= DATA SECTION =
_____
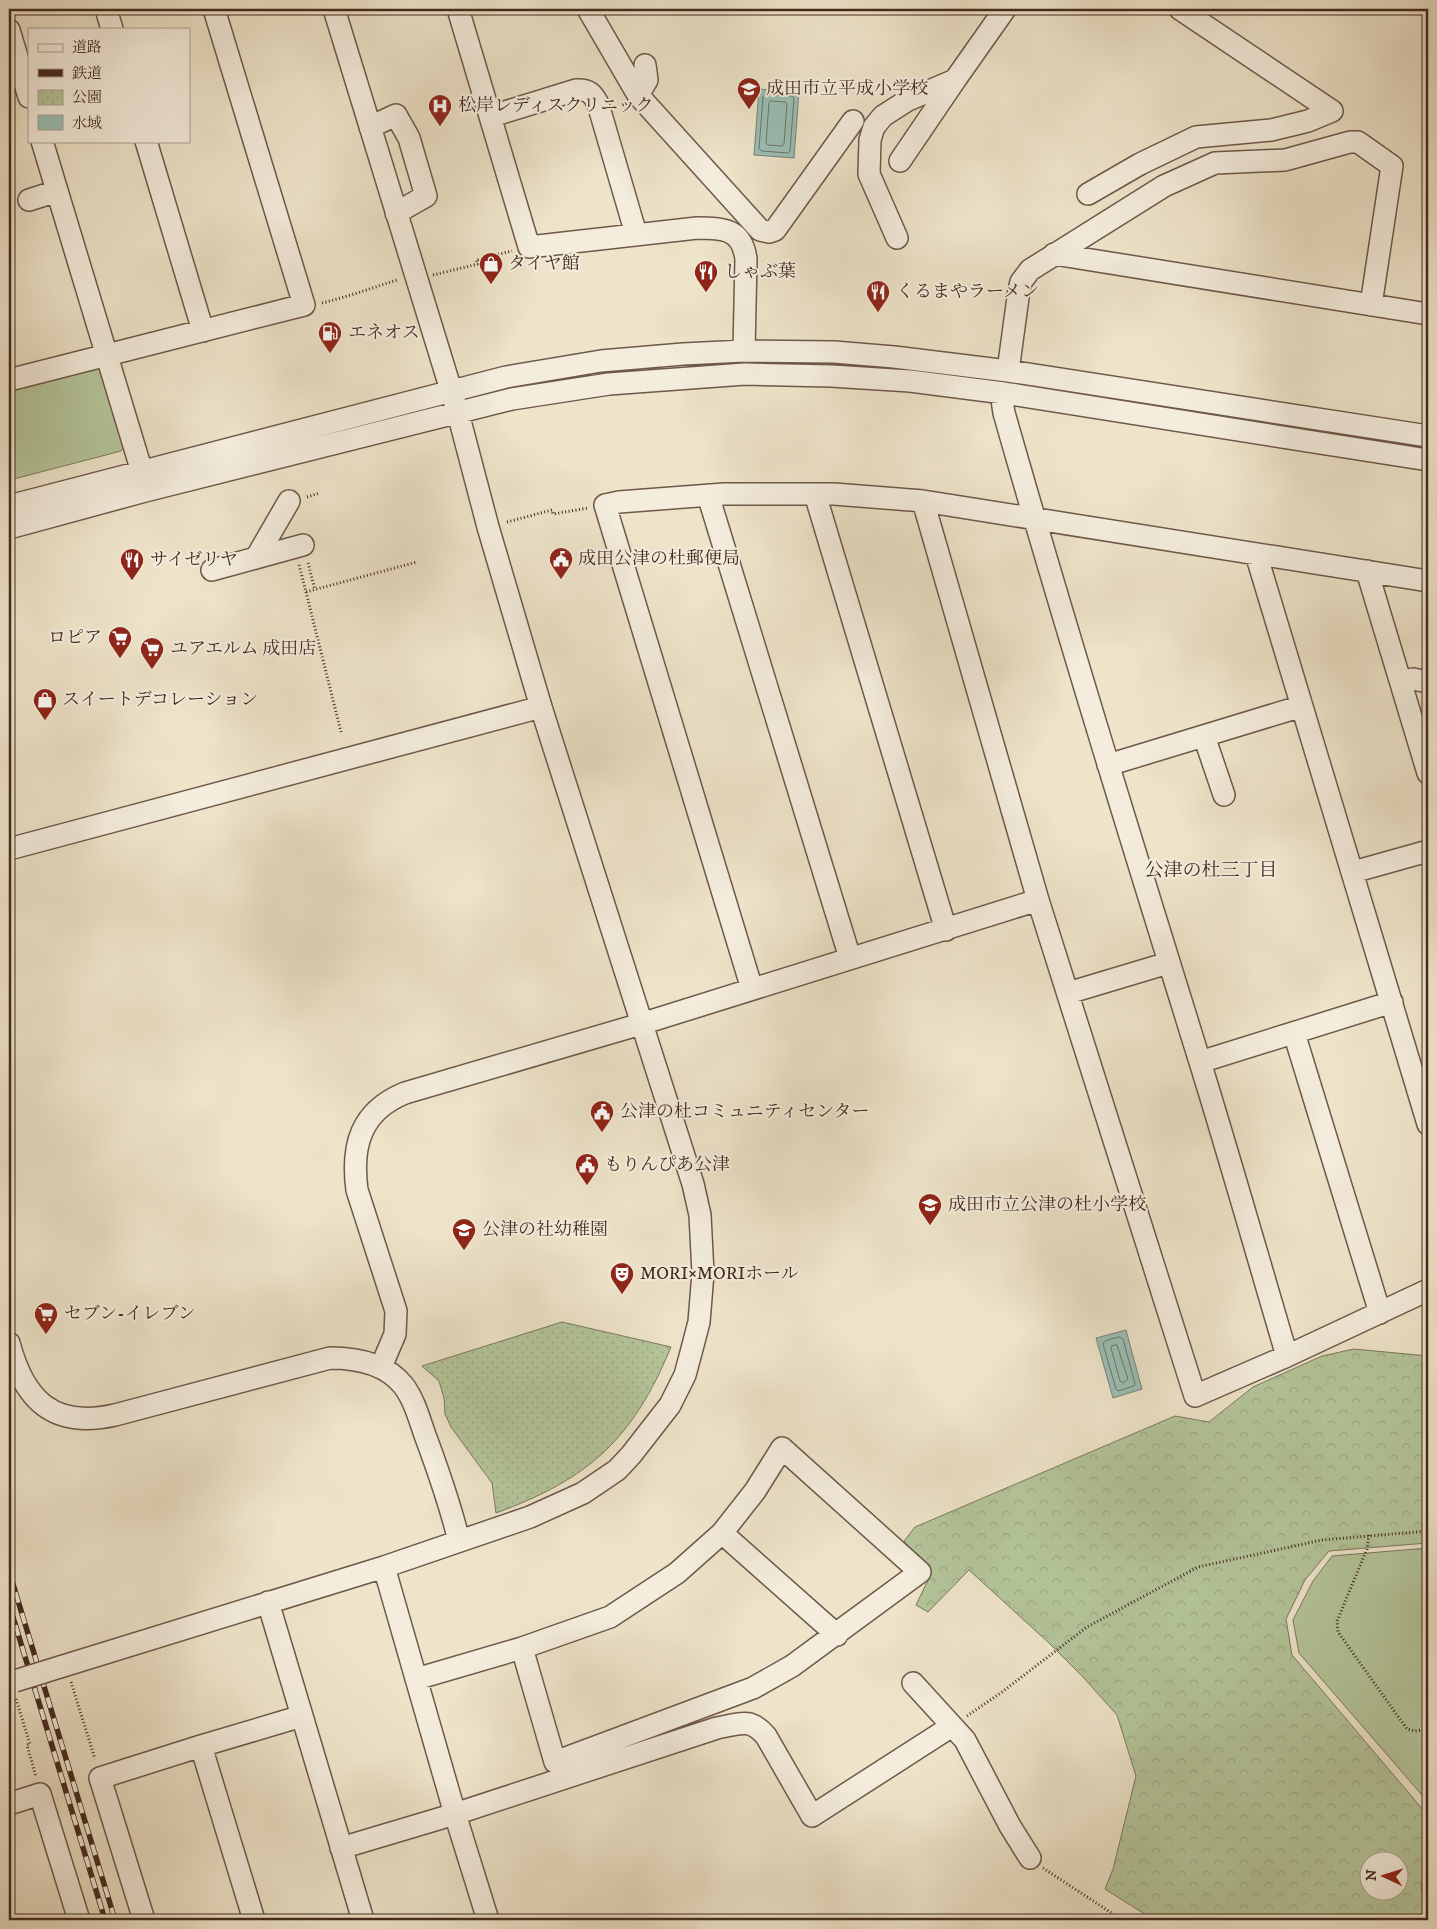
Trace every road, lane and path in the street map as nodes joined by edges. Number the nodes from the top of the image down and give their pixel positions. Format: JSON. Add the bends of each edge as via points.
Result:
{"nodes":[{"id":1,"x":106,"y":9,"type":"edge"},
{"id":2,"x":214,"y":9,"type":"edge"},
{"id":3,"x":334,"y":9,"type":"edge"},
{"id":4,"x":458,"y":9,"type":"edge"},
{"id":5,"x":588,"y":9,"type":"edge"},
{"id":6,"x":1005,"y":9,"type":"edge"},
{"id":7,"x":1180,"y":9,"type":"edge"},
{"id":8,"x":112,"y":28,"type":"edge"},
{"id":9,"x":9,"y":30,"type":"edge"},
{"id":10,"x":645,"y":64,"type":"dead end"},
{"id":11,"x":956,"y":80,"type":"junction"},
{"id":12,"x":28,"y":94,"type":"edge"},
{"id":13,"x":638,"y":96,"type":"junction"},
{"id":14,"x":492,"y":116,"type":"junction"},
{"id":15,"x":853,"y":121,"type":"dead end"},
{"id":16,"x":370,"y":127,"type":"junction"},
{"id":17,"x":42,"y":142,"type":"edge"},
{"id":18,"x":146,"y":142,"type":"edge"},
{"id":19,"x":900,"y":161,"type":"dead end"},
{"id":20,"x":57,"y":191,"type":"junction"},
{"id":21,"x":1088,"y":194,"type":"dead end"},
{"id":22,"x":30,"y":200,"type":"dead end"},
{"id":23,"x":396,"y":213,"type":"junction"},
{"id":24,"x":760,"y":230,"type":"junction"},
{"id":25,"x":636,"y":234,"type":"junction"},
{"id":26,"x":897,"y":238,"type":"dead end"},
{"id":27,"x":529,"y":246,"type":"junction"},
{"id":28,"x":743,"y":246,"type":"junction"},
{"id":29,"x":1054,"y":254,"type":"junction"},
{"id":30,"x":432,"y":275,"type":"dead end"},
{"id":31,"x":397,"y":280,"type":"dead end"},
{"id":32,"x":304,"y":304,"type":"junction"},
{"id":33,"x":1370,"y":305,"type":"junction"},
{"id":34,"x":1428,"y":314,"type":"edge"},
{"id":35,"x":203,"y":331,"type":"junction"},
{"id":36,"x":744,"y":352,"type":"junction"},
{"id":37,"x":106,"y":354,"type":"junction"},
{"id":38,"x":1008,"y":371,"type":"junction"},
{"id":39,"x":9,"y":380,"type":"edge"},
{"id":40,"x":451,"y":391,"type":"junction"},
{"id":41,"x":1004,"y":393,"type":"junction"},
{"id":42,"x":458,"y":414,"type":"junction"},
{"id":43,"x":1428,"y":436,"type":"edge"},
{"id":44,"x":1428,"y":460,"type":"edge"},
{"id":45,"x":142,"y":472,"type":"junction"},
{"id":46,"x":815,"y":494,"type":"junction"},
{"id":47,"x":708,"y":495,"type":"junction"},
{"id":48,"x":289,"y":501,"type":"dead end"},
{"id":49,"x":923,"y":501,"type":"junction"},
{"id":50,"x":605,"y":505,"type":"junction"},
{"id":51,"x":9,"y":506,"type":"edge"},
{"id":52,"x":1034,"y":518,"type":"junction"},
{"id":53,"x":507,"y":522,"type":"dead end"},
{"id":54,"x":9,"y":528,"type":"edge"},
{"id":55,"x":1256,"y":554,"type":"junction"},
{"id":56,"x":301,"y":555,"type":"joint"},
{"id":57,"x":256,"y":558,"type":"junction"},
{"id":58,"x":417,"y":562,"type":"dead end"},
{"id":59,"x":212,"y":570,"type":"dead end"},
{"id":60,"x":1367,"y":571,"type":"junction"},
{"id":61,"x":1428,"y":581,"type":"edge"},
{"id":62,"x":314,"y":584,"type":"dead end"},
{"id":63,"x":315,"y":590,"type":"junction"},
{"id":64,"x":306,"y":592,"type":"junction"},
{"id":65,"x":1402,"y":682,"type":"junction"},
{"id":66,"x":1428,"y":682,"type":"edge"},
{"id":67,"x":1302,"y":706,"type":"junction"},
{"id":68,"x":541,"y":707,"type":"junction"},
{"id":69,"x":341,"y":732,"type":"dead end"},
{"id":70,"x":1204,"y":736,"type":"junction"},
{"id":71,"x":1108,"y":765,"type":"junction"},
{"id":72,"x":1428,"y":772,"type":"edge"},
{"id":73,"x":1224,"y":795,"type":"dead end"},
{"id":74,"x":9,"y":849,"type":"edge"},
{"id":75,"x":1428,"y":851,"type":"edge"},
{"id":76,"x":1353,"y":872,"type":"junction"},
{"id":77,"x":1038,"y":900,"type":"junction"},
{"id":78,"x":946,"y":930,"type":"junction"},
{"id":79,"x":850,"y":958,"type":"junction"},
{"id":80,"x":1168,"y":963,"type":"junction"},
{"id":81,"x":752,"y":989,"type":"junction"},
{"id":82,"x":1068,"y":993,"type":"junction"},
{"id":83,"x":1392,"y":1002,"type":"junction"},
{"id":84,"x":641,"y":1024,"type":"junction"},
{"id":85,"x":1294,"y":1033,"type":"junction"},
{"id":86,"x":1200,"y":1062,"type":"junction"},
{"id":87,"x":1428,"y":1124,"type":"edge"},
{"id":88,"x":1428,"y":1290,"type":"edge"},
{"id":89,"x":1380,"y":1313,"type":"junction"},
{"id":90,"x":9,"y":1343,"type":"edge"},
{"id":91,"x":1287,"y":1356,"type":"junction"},
{"id":92,"x":381,"y":1367,"type":"junction"},
{"id":93,"x":1428,"y":1531,"type":"edge"},
{"id":94,"x":722,"y":1533,"type":"junction"},
{"id":95,"x":1369,"y":1535,"type":"junction"},
{"id":96,"x":459,"y":1541,"type":"junction"},
{"id":97,"x":384,"y":1567,"type":"junction"},
{"id":98,"x":268,"y":1602,"type":"junction"},
{"id":99,"x":837,"y":1634,"type":"junction"},
{"id":100,"x":522,"y":1648,"type":"junction"},
{"id":101,"x":63,"y":1666,"type":"junction"},
{"id":102,"x":416,"y":1679,"type":"junction"},
{"id":103,"x":913,"y":1683,"type":"dead end"},
{"id":104,"x":13,"y":1687,"type":"edge"},
{"id":105,"x":302,"y":1716,"type":"junction"},
{"id":106,"x":952,"y":1726,"type":"junction"},
{"id":107,"x":1428,"y":1729,"type":"edge"},
{"id":108,"x":201,"y":1746,"type":"junction"},
{"id":109,"x":100,"y":1778,"type":"junction"},
{"id":110,"x":40,"y":1794,"type":"junction"},
{"id":111,"x":9,"y":1804,"type":"edge"},
{"id":112,"x":455,"y":1814,"type":"junction"},
{"id":113,"x":341,"y":1848,"type":"junction"},
{"id":114,"x":1030,"y":1858,"type":"joint"},
{"id":115,"x":79,"y":1920,"type":"edge"},
{"id":116,"x":144,"y":1920,"type":"edge"},
{"id":117,"x":254,"y":1920,"type":"edge"},
{"id":118,"x":363,"y":1920,"type":"edge"},
{"id":119,"x":488,"y":1920,"type":"edge"},
{"id":120,"x":1122,"y":1920,"type":"edge"}],
"edges":[{"from":1,"to":8,"type":"street"},
{"from":2,"to":32,"type":"street"},
{"from":3,"to":16,"type":"street"},
{"from":4,"to":14,"type":"street"},
{"from":5,"to":13,"type":"street"},
{"from":6,"to":11,"type":"street"},
{"from":7,"to":21,"type":"street","via":[[1332,111],[1271,130],[1196,137]]},
{"from":9,"to":12,"type":"street"},
{"from":10,"to":13,"type":"street","via":[[647,80]]},
{"from":11,"to":19,"type":"street"},
{"from":11,"to":26,"type":"street","via":[[908,100],[874,126],[870,140],[869,174]]},
{"from":13,"to":24,"type":"street"},
{"from":14,"to":25,"type":"street","via":[[576,90],[585,89],[593,94]]},
{"from":14,"to":27,"type":"street"},
{"from":15,"to":24,"type":"street","via":[[775,230]]},
{"from":16,"to":23,"type":"street"},
{"from":16,"to":23,"type":"street","via":[[396,115],[409,138],[426,196]]},
{"from":17,"to":20,"type":"street"},
{"from":18,"to":35,"type":"street"},
{"from":20,"to":22,"type":"street"},
{"from":20,"to":37,"type":"street"},
{"from":23,"to":40,"type":"street"},
{"from":24,"to":28,"type":"street"},
{"from":25,"to":27,"type":"street"},
{"from":25,"to":28,"type":"street","via":[[719,228],[731,231]]},
{"from":27,"to":30,"type":"path","via":[[476,260],[478,264]]},
{"from":28,"to":36,"type":"street","via":[[746,259]]},
{"from":29,"to":33,"type":"street"},
{"from":29,"to":33,"type":"street","via":[[1164,186],[1216,164],[1285,160],[1358,142],[1392,166]]},
{"from":29,"to":38,"type":"street","via":[[1030,270],[1020,282]]},
{"from":31,"to":32,"type":"path","via":[[344,298],[312,306]]},
{"from":32,"to":35,"type":"street"},
{"from":33,"to":34,"type":"street"},
{"from":35,"to":37,"type":"street"},
{"from":36,"to":38,"type":"street","via":[[860,354]]},
{"from":36,"to":40,"type":"street","via":[[601,361],[506,377]]},
{"from":37,"to":39,"type":"street"},
{"from":37,"to":45,"type":"street"},
{"from":38,"to":43,"type":"street"},
{"from":40,"to":42,"type":"street"},
{"from":40,"to":45,"type":"street"},
{"from":41,"to":42,"type":"street","via":[[910,381],[745,374],[609,384],[512,399]]},
{"from":41,"to":44,"type":"street"},
{"from":41,"to":52,"type":"street","via":[[1004,413]]},
{"from":42,"to":54,"type":"street"},
{"from":42,"to":68,"type":"street"},
{"from":45,"to":51,"type":"street"},
{"from":46,"to":47,"type":"street"},
{"from":46,"to":49,"type":"street"},
{"from":46,"to":78,"type":"street"},
{"from":47,"to":50,"type":"street"},
{"from":47,"to":79,"type":"street"},
{"from":48,"to":57,"type":"street"},
{"from":49,"to":52,"type":"street"},
{"from":49,"to":77,"type":"street"},
{"from":50,"to":53,"type":"path","via":[[553,514],[552,510]]},
{"from":50,"to":81,"type":"street"},
{"from":52,"to":55,"type":"street"},
{"from":52,"to":71,"type":"street"},
{"from":55,"to":60,"type":"street"},
{"from":55,"to":67,"type":"street"},
{"from":56,"to":57,"type":"street"},
{"from":56,"to":64,"type":"path"},
{"from":57,"to":59,"type":"street"},
{"from":58,"to":63,"type":"path"},
{"from":60,"to":61,"type":"street"},
{"from":60,"to":65,"type":"street"},
{"from":62,"to":63,"type":"path"},
{"from":63,"to":64,"type":"path"},
{"from":64,"to":69,"type":"path"},
{"from":65,"to":66,"type":"street","via":[[1413,679]]},
{"from":65,"to":72,"type":"street"},
{"from":67,"to":70,"type":"street"},
{"from":67,"to":76,"type":"street"},
{"from":68,"to":74,"type":"street"},
{"from":68,"to":84,"type":"street"},
{"from":70,"to":71,"type":"street"},
{"from":70,"to":73,"type":"street"},
{"from":71,"to":80,"type":"street"},
{"from":75,"to":76,"type":"street"},
{"from":76,"to":83,"type":"street"},
{"from":77,"to":78,"type":"street"},
{"from":77,"to":82,"type":"street"},
{"from":78,"to":79,"type":"street"},
{"from":79,"to":81,"type":"street"},
{"from":80,"to":82,"type":"street"},
{"from":80,"to":86,"type":"street"},
{"from":81,"to":84,"type":"street"},
{"from":82,"to":91,"type":"street","via":[[1194,1396]]},
{"from":83,"to":85,"type":"street"},
{"from":83,"to":87,"type":"street"},
{"from":84,"to":92,"type":"street","via":[[406,1093],[389,1100],[376,1111],[365,1126],[354,1169],[357,1190],[396,1311],[396,1334]]},
{"from":84,"to":96,"type":"street","via":[[700,1215],[702,1294],[699,1322],[684,1375],[670,1406],[649,1434],[605,1478],[556,1506]]},
{"from":85,"to":86,"type":"street"},
{"from":85,"to":89,"type":"street"},
{"from":86,"to":91,"type":"street"},
{"from":88,"to":89,"type":"street"},
{"from":89,"to":91,"type":"street"},
{"from":90,"to":92,"type":"street","via":[[17,1368],[31,1392],[58,1414],[77,1418],[115,1415],[330,1358],[362,1360]]},
{"from":92,"to":96,"type":"street","via":[[403,1385],[413,1404],[449,1500]]},
{"from":93,"to":95,"type":"path"},
{"from":94,"to":99,"type":"street"},
{"from":94,"to":99,"type":"street","via":[[755,1492],[782,1448],[920,1572]]},
{"from":94,"to":100,"type":"street","via":[[677,1573],[610,1616]]},
{"from":95,"to":106,"type":"path","via":[[1322,1540],[1198,1567],[1087,1627]]},
{"from":95,"to":107,"type":"path","via":[[1367,1549],[1337,1621],[1338,1632],[1406,1729]]},
{"from":96,"to":97,"type":"street"},
{"from":97,"to":98,"type":"street"},
{"from":97,"to":102,"type":"street"},
{"from":98,"to":101,"type":"street"},
{"from":98,"to":105,"type":"street"},
{"from":99,"to":100,"type":"street","via":[[792,1666],[753,1688],[555,1762]]},
{"from":100,"to":102,"type":"street"},
{"from":101,"to":104,"type":"street","bridge":true},
{"from":101,"to":109,"type":"path"},
{"from":102,"to":112,"type":"street"},
{"from":103,"to":106,"type":"street"},
{"from":104,"to":110,"type":"path","via":[[30,1744],[27,1745]]},
{"from":105,"to":108,"type":"street"},
{"from":105,"to":113,"type":"street"},
{"from":106,"to":112,"type":"street","via":[[812,1816],[766,1736],[758,1727],[748,1723],[717,1728]]},
{"from":106,"to":114,"type":"street","via":[[965,1740]]},
{"from":108,"to":109,"type":"street"},
{"from":108,"to":117,"type":"street"},
{"from":109,"to":116,"type":"street"},
{"from":110,"to":111,"type":"street"},
{"from":110,"to":115,"type":"street"},
{"from":112,"to":113,"type":"street"},
{"from":112,"to":119,"type":"street"},
{"from":113,"to":118,"type":"street"},
{"from":114,"to":120,"type":"path"}]}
_____
= WHAT YOU NEED TO DO =
Show a copy of each line from the records above in which the string "joint" occurs.

= RESULT OF THE TASK =
{"id":56,"x":301,"y":555,"type":"joint"},
{"id":114,"x":1030,"y":1858,"type":"joint"},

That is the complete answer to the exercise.